Se los mojó de forma instintiva a causa de los nervios. La turbaba sentir su mirada en ellos, pendiente de sus movimientos, mientras ella se perdía en los suyos, preguntándose cómo sabría un beso de su boca.
Aun así, obedeció y le contó de forma lenta y vocalizando que Brigitte había vuelto al palacio sana y salva. Además, aprovechó para invitarlo a la fiesta que estaba organizando su hermana y lo vio hacer un mohín, disconforme. Entonces, cogió su cuaderno para responder a la mueca de extrañeza que vio en el rostro femenino.
Sería la segunda en muy poco tiempo, leyó ella.
—Pero la última vez os divertisteis, ¿no? —le preguntó, y aunque él asintió, la negativa seguía manifestándose en su expresión.
Vuestra compañía fue lo mejor de toda la velada, escribió, y Chiara sonrió, pese a que notaba las mejillas ardiendo. Quizá me resultaría más fácil aceptar si supiera que voy a poder disfrutar de ella de nuevo.
La condesa tuvo que leer el texto varias veces para convencerse de que lo hacía correctamente. Lo miró y él parecía expectante ante su posible respuesta. En cambio, no era capaz de pronunciar palabra alguna, por lo que tomó el cuaderno.
Si es lo que deseáis…
Él asintió con un único cabeceo, firme y serio, y ella creyó que su cuerpo se desvanecería, etéreo, pues se sentía volar. Lorenzo nunca le había hecho insinuación alguna y mucho menos había declarado nada de tal índole.
Y tras hablar de la diversión, pasemos al deber, lo vio escribir, y ella sintió una mezcla de alivio y desilusión que la confundió.
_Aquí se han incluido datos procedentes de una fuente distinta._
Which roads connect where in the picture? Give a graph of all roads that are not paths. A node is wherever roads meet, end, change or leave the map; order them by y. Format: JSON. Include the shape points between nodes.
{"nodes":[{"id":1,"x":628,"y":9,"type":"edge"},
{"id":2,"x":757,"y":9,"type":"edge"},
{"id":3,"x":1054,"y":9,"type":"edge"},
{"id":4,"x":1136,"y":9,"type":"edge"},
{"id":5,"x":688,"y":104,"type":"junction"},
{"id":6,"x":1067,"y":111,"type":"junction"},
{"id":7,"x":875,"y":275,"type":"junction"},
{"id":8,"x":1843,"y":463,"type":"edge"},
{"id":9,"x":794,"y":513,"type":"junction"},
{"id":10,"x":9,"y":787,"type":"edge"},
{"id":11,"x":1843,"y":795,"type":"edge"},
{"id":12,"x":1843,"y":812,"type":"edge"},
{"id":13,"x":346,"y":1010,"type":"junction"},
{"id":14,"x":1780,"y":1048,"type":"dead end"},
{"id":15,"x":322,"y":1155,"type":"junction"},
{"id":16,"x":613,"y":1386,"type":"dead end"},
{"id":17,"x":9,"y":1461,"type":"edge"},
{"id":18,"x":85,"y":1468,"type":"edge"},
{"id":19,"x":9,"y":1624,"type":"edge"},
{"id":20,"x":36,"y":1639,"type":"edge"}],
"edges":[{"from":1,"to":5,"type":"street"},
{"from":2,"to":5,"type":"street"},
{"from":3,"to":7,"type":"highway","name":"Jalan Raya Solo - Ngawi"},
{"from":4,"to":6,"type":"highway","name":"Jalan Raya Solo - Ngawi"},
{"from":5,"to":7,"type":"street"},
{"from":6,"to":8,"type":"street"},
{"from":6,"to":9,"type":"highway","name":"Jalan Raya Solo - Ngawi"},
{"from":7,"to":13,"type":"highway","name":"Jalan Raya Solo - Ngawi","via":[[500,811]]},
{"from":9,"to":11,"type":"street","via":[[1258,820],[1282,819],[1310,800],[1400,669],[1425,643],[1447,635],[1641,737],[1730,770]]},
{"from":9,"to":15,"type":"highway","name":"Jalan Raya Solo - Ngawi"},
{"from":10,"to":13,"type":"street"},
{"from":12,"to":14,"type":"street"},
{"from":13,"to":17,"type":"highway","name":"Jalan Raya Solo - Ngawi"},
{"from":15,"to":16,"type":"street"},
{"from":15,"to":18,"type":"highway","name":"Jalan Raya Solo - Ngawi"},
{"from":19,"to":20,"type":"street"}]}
Este lenguaje me parece muy interesante, aunque me cuesta recordar todos los signos.
—A mí me sucede igual —respondió más tranquila tras haber cambiado de tema.
Aunque hay palabras que creo representar a la perfección, se vanaglorió él con fingida sonrisa petulante que a ella también le hizo sonreír. ¿Queréis comprobar si seríais capaz de reconocerlas?, la desafió, y la condesa no pudo menos que aceptar.
Entonces Lorenzo comenzó a gesticular con la mano derecha, reproduciendo cuatro letras, y Chiara contuvo el aliento.
AMOR.
Y estaba segura de ello porque ella había hecho esos mismos gestos infinidad de veces, en la soledad de su alcoba.
No sabía qué decir, ni siquiera qué pensar, pues que sus ilusiones volaran alto resultaba demasiado sencillo, al igual que era fácil que se estrellaran si estaba equivocada.
Sin embargo, Lorenzo tomó una de sus manos, sin separar la vista de sus ojos, y tiró de ella despacio, sin brusquedad ni exigencia, otorgándole toda la libertad para librarse de su agarre. Pero Chiara no pensaba hacerlo, solo deseaba que él siguiera inclinándose sobre ella, sin detenerse hasta que alcanzara su boca.
Sus labios se encontraron en un beso tierno, suave y trémulo. Había tanto miedo al rechazo por parte de ambos… y mientras tanto, su caricia seguía viva, rozándose, reconociéndose, acelerando sus corazones y agitando su respiración.
Lorenzo acunó las mejillas femeninas entre sus manos, para acercarla más a él, y Chiara clavó los dedos en su chaleco de seda, correspondiéndolo y deseando que ese beso no terminara nunca.
No obstante, un carraspeo la alertó y se separó de él. Tras la inquietud inicial, pronto el conde comprendió que se debía a que acababa de entrar un mayordomo, interrumpiéndolos.
—La cena está lista, señor conde —vocalizó con lentitud, para que el joven captara el movimiento de sus labios.
No pudo evitar resoplar, contrariado, aunque asintió.
—Debo irme —dijo Chiara, visiblemente avergonzada.
Los ojos del conde gritaban en silencio una pregunta que él jamás podría pronunciar, que obtuvo como respuesta una sonrisa ilusionada y su sonrojo. Y pese a que la muchacha se marchó con premura, él sonrió a su vez. Jamás había ansiado tanto asistir a una de esas tediosas fiestas como en ese instante.